The book Bond is early thirties. It is time for a younger Bond. Connery and Lazenby were the right age at 31 and 30, respectively, when they were cast, but a mid-twenties Bond is not inconsistent with Fleming if the writing is mature instead of amateurish. Craig looked ten years older than his actual age when he was cast. He's a good actor and I like his work in other films.
Remember, Casino Royale was conceived to depict an early twenties Bond, and they wrote him that way, but they couldn't find an actor, so they gave the part to a 37-year-old after all. So you had the incongruity of a 37-year-old who looks even older playing a maladjusted, egotistical, psychotic 20-something.
Quote:
Originally Posted by joshEH 
As for respecting the source material...if you tried adapting one of Fleming's novels as exactly as written, as fully-straight-up period-thing (with anachronisms intact), it'd get laughed right off the screen in this day and age. Some changes to the content have to be addressed, if they expect the Bond franchise to continue, and in a real world where even teenagers are generally far more tech-savvy than their adult counterparts, I don't really see a younger Q as a major incongruity with the times.

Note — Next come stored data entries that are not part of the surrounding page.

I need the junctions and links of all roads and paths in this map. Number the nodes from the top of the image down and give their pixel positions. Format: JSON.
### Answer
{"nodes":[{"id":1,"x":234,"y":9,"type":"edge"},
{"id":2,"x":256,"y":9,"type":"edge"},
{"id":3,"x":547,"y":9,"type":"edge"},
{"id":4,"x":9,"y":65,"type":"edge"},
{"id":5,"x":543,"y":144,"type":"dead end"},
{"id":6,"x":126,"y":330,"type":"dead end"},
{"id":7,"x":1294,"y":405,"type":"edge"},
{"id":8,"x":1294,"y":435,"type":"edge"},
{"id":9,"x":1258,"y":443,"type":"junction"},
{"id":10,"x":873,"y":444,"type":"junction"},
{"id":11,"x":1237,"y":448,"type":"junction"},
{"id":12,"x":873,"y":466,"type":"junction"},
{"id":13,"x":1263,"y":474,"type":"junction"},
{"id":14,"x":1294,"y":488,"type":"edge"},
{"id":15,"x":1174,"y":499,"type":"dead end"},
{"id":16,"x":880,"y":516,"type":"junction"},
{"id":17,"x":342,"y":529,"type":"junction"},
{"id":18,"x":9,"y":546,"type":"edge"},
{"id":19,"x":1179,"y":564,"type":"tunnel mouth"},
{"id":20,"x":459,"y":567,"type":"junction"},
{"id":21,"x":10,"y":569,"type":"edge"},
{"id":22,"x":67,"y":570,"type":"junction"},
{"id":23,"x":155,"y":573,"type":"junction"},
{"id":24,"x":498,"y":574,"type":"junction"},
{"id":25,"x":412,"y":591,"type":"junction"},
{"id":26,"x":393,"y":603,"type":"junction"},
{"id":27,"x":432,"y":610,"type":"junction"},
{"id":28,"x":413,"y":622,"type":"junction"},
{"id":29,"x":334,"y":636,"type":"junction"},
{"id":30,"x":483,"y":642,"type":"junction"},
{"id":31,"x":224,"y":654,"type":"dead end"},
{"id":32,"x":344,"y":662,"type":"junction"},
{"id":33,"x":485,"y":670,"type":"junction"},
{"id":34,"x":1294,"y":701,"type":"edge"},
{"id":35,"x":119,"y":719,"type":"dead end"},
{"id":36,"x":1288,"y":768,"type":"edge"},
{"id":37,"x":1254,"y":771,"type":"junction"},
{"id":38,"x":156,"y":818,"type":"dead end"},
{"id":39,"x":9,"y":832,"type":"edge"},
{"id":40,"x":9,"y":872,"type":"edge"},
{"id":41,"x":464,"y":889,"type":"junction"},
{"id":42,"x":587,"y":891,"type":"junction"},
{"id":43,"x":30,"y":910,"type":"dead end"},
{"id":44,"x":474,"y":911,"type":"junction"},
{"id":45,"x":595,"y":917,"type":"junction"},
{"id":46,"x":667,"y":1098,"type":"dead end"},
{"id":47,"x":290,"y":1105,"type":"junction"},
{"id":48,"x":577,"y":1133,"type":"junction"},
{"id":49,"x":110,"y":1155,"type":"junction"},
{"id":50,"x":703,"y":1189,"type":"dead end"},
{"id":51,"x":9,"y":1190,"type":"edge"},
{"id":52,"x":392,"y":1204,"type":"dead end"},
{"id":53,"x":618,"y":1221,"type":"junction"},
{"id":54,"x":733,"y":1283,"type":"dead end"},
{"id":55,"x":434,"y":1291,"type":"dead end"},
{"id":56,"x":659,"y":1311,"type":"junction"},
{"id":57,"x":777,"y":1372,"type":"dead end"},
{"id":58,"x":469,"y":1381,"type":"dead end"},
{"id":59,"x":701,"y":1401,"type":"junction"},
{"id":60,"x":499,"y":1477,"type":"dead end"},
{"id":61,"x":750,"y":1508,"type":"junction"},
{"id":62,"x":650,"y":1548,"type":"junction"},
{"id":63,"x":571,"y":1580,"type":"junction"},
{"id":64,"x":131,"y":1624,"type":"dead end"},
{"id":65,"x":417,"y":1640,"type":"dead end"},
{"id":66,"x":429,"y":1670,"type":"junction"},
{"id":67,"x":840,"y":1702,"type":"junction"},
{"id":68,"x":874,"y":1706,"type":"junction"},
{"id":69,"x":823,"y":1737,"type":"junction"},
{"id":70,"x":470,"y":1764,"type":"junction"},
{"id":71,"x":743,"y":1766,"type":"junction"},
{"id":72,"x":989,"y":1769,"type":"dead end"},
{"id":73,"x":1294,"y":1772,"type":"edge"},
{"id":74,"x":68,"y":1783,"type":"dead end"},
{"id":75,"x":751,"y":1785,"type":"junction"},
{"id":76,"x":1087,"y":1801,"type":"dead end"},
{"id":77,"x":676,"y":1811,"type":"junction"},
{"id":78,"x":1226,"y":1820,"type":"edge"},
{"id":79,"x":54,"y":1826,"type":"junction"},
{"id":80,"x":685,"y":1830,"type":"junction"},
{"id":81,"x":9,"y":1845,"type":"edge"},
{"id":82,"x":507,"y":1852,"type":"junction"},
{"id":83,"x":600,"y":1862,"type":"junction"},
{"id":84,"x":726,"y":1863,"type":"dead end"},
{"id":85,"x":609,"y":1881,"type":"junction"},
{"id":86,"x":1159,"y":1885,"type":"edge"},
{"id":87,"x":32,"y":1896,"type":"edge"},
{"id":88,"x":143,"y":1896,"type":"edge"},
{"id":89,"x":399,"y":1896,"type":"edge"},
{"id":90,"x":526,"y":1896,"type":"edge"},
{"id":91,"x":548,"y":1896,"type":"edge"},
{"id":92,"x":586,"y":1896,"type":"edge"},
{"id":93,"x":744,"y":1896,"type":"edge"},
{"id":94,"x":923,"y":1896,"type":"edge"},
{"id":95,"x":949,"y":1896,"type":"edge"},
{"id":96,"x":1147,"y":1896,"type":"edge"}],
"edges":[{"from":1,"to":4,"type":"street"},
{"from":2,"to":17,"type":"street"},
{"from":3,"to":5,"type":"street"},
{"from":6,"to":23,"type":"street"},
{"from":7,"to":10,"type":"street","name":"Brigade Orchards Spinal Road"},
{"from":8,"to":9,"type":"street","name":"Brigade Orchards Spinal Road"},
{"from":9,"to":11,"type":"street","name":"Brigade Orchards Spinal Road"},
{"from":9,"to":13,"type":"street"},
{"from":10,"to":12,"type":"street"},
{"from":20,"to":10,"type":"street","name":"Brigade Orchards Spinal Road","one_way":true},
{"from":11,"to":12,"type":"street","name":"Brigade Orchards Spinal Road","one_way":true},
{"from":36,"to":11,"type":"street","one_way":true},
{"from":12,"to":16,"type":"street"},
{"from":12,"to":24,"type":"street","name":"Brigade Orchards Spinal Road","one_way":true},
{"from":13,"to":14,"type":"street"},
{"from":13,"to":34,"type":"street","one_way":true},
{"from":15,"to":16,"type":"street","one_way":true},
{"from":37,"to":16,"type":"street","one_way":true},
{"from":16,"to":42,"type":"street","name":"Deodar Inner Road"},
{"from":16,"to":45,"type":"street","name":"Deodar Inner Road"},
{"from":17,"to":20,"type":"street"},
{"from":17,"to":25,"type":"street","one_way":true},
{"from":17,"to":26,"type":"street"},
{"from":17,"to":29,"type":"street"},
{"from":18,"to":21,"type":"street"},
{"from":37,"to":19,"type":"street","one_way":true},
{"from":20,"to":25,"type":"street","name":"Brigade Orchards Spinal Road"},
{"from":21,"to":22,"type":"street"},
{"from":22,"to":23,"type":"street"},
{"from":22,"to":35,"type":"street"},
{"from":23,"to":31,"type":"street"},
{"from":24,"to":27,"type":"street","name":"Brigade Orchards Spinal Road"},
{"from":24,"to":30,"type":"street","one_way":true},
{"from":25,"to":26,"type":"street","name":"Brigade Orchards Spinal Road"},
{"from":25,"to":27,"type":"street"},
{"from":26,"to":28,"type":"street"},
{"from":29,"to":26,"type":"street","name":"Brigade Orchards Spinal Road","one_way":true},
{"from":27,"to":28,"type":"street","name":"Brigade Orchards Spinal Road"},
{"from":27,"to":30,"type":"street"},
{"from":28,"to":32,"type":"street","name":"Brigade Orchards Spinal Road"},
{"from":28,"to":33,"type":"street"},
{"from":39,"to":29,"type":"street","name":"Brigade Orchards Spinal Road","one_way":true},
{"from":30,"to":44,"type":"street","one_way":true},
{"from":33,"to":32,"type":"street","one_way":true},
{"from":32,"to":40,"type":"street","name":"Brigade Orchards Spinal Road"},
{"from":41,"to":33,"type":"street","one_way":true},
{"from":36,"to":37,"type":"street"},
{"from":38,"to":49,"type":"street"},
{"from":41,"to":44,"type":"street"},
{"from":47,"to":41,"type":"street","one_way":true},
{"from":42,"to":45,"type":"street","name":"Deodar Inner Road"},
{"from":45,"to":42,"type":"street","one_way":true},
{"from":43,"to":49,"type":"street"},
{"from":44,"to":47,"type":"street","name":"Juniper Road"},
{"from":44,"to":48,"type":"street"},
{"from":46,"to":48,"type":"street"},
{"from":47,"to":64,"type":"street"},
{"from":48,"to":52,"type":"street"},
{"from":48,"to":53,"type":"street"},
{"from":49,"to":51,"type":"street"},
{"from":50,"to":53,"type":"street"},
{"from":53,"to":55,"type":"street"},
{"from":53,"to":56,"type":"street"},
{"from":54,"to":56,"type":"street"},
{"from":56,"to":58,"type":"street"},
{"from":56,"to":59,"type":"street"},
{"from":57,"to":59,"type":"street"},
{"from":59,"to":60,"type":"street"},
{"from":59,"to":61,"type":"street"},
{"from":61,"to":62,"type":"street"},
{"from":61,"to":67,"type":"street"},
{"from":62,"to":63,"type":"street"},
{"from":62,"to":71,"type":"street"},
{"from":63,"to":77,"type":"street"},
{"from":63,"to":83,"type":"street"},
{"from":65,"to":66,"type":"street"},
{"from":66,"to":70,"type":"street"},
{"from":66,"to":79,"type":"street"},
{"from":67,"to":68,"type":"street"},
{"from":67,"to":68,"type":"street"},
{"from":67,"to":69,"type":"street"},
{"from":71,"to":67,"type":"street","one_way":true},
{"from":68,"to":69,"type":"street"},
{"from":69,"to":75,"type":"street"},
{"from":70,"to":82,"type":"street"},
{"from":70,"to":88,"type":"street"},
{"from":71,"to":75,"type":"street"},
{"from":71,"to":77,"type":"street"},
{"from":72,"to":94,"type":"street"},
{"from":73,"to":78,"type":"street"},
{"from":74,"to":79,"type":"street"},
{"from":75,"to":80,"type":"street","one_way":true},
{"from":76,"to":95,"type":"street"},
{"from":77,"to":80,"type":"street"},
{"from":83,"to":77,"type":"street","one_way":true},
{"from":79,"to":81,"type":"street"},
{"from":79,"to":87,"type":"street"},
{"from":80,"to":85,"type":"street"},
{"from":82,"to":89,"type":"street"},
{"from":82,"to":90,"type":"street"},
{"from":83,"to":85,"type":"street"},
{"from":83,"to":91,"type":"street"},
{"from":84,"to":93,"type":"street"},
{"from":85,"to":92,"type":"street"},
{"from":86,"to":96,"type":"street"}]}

As for respecting the source material...if you tried adapting one of Fleming's novels as exactly as written, as fully-straight-up period-thing (with anachronisms intact), it'd get laughed right off the screen in this day and age. Some changes to the content have to be addressed, if they expect the Bond franchise to continue, and in a real world where even teenagers are generally far more tech-savvy than their adult counterparts, I don't really see a younger Q as a major incongruity with the times.
Nobody advocated a literal verbatim transfer of Fleming into a film. I didn't suggest any such thing, and I have responded to that misrepresentation in this thread and elsewhere. It is possible to be faithful to author Fleming while making highly original films. I can name three: Dr. No, From Russia With Love and On Her Majesty's Secret Service, and elements in other Bond films right up to Licence to Kill (1989).
As a rule, Daniel Craig's fans overlook the incongruities, reject all standards, and never run out off making of excuses for him.
On another matter, I find the references to "naked day-care" in your Location and "nude unicorn man" in your Signature inappropriate and perhaps even prurient. Are you sure that's the impression you want to create about yourself?